Modern smartphones have quite competent GPUs. They can run 3D games at 1080p/60fps. They could raymarch circles around an svg icon.
And if it wasn't enough, the renderings could be cached for later use.
TBH not many people consider SVG format worth the effort unless the graphic is made from scratch. 1) an organization rarely rationalizes having a UI dev spend 6 something hours either transforming an existing PNG to an SVG, or spending 12 hours compleitly replicate an existing design in photoshop only for it to be exportable as an SVG. I could be far fe5ching things but sometimes business or upper management get short sighted on the small things. Probably there is no rationalizarion in spending extra effort in having these graphics all svg format, thus improving your application's load and bandwidth utilization, vs pumping more funds towards other easier quicker solutions.
AFAIK, the majority of designs are created in photoshop or illustrator. No conversion nessecary. In any case, I would consider it a liability if I didn't have my designs in an editable format. What if tommorow I realized I wanted a variant in a different color? Or I decided I wanted to use a different background? If all I had was a bitmap logo, I would consider it worthwhile to have someone change it into a scalable format anyways, even if I wanted to transfer them as PNGs.
Also, numerous free tool exist to convert bitmaps to SVG. Using one of these, plus some manual smoothing and correction, I'm sure the conversion would take no more than half an hour.
So you just CPU-rasterize out to a buffer, and blit it to the screen. After the initial render, it's equivalent to the PNG. The application essentially decompresses its assets on launch.
May be SVG is not the best vector format after all. May be we need something simpler, where every item directly maps to GPU graphics calls, also binary would help.
GPUs have graphic calls anymore. At best they have fragment and pixel shaders.
Converting a vector graphic into a good shader is not trivial, compared to using the built in functions of texturing.
It gets even worse once you realize how limited older mobile GPUs are or what are the incompatible subsets of features supported at decent performance.
If you want something simpler that works with GPUs it needs to be exclusively built out of triangles and/or code that can operate on a single pixel independently of its neighbors.
Resolution independent formats are inherently anti-triangle and by the time you've hit triangles you already have a target resolution in mind.
Or put another way, GPUs really don't like vector graphics in general. That's not what they're built for or good at.
GPUs like vector graphics just fine; rasterizing vector graphics is literally what GPUs are designed to do. It's infinitely scalable vector graphics that they tend to dislike.

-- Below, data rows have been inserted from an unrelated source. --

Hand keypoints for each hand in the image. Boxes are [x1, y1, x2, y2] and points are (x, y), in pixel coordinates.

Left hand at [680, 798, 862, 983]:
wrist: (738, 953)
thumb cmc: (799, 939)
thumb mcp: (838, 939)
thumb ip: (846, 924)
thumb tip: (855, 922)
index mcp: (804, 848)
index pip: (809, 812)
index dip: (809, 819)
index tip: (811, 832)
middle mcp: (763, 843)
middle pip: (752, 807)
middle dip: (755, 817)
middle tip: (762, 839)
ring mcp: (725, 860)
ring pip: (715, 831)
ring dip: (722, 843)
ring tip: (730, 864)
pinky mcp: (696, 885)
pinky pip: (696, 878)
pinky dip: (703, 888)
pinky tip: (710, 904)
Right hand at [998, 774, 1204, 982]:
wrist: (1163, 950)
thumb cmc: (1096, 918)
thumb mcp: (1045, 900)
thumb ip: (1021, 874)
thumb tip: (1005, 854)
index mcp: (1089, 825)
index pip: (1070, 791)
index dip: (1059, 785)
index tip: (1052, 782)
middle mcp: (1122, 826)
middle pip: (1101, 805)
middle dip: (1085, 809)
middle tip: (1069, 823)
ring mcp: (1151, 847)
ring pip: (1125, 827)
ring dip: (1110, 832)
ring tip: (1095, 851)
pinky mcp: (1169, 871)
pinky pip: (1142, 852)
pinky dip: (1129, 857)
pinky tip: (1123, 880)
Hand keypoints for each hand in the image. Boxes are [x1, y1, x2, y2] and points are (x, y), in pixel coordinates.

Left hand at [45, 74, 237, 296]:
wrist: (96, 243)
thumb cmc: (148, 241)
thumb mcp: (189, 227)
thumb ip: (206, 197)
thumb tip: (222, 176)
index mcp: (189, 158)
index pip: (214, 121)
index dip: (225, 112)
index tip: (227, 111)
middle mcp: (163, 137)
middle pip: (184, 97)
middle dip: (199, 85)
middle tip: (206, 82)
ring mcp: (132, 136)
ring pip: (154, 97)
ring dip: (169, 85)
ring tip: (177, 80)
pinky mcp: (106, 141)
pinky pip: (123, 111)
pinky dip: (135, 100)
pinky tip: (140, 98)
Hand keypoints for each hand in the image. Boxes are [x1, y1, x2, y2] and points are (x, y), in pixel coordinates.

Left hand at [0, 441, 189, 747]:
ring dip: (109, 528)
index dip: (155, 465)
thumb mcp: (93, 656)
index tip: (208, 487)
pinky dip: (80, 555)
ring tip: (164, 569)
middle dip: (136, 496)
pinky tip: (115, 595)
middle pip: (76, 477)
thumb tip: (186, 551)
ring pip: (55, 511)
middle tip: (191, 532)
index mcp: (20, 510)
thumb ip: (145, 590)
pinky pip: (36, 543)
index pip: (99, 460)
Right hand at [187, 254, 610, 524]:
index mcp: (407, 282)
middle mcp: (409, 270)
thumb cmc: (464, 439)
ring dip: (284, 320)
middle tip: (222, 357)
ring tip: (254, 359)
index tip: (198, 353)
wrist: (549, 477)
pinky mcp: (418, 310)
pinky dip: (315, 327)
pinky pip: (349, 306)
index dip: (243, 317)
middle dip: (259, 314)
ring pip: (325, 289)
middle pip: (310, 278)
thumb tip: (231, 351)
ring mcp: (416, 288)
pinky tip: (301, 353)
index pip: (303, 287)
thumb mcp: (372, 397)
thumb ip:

Once you've subdivided your curves and such into triangles/vertices/etc., the GPU ends up being a lot happier about its existence.
GPUs are not designed for vector graphics, they are designed for triangles and triangles only. Triangles are a subset of vector graphics, but are almost never the subset that people mean when they say "vector graphics."
Specifically vector graphics typically includes curves, which GPUs just don't do at all.
Once you've tessellated a curve into triangles you've already baked in a desired resolution. You can't have resolution independent vector graphics in a GPU friendly way.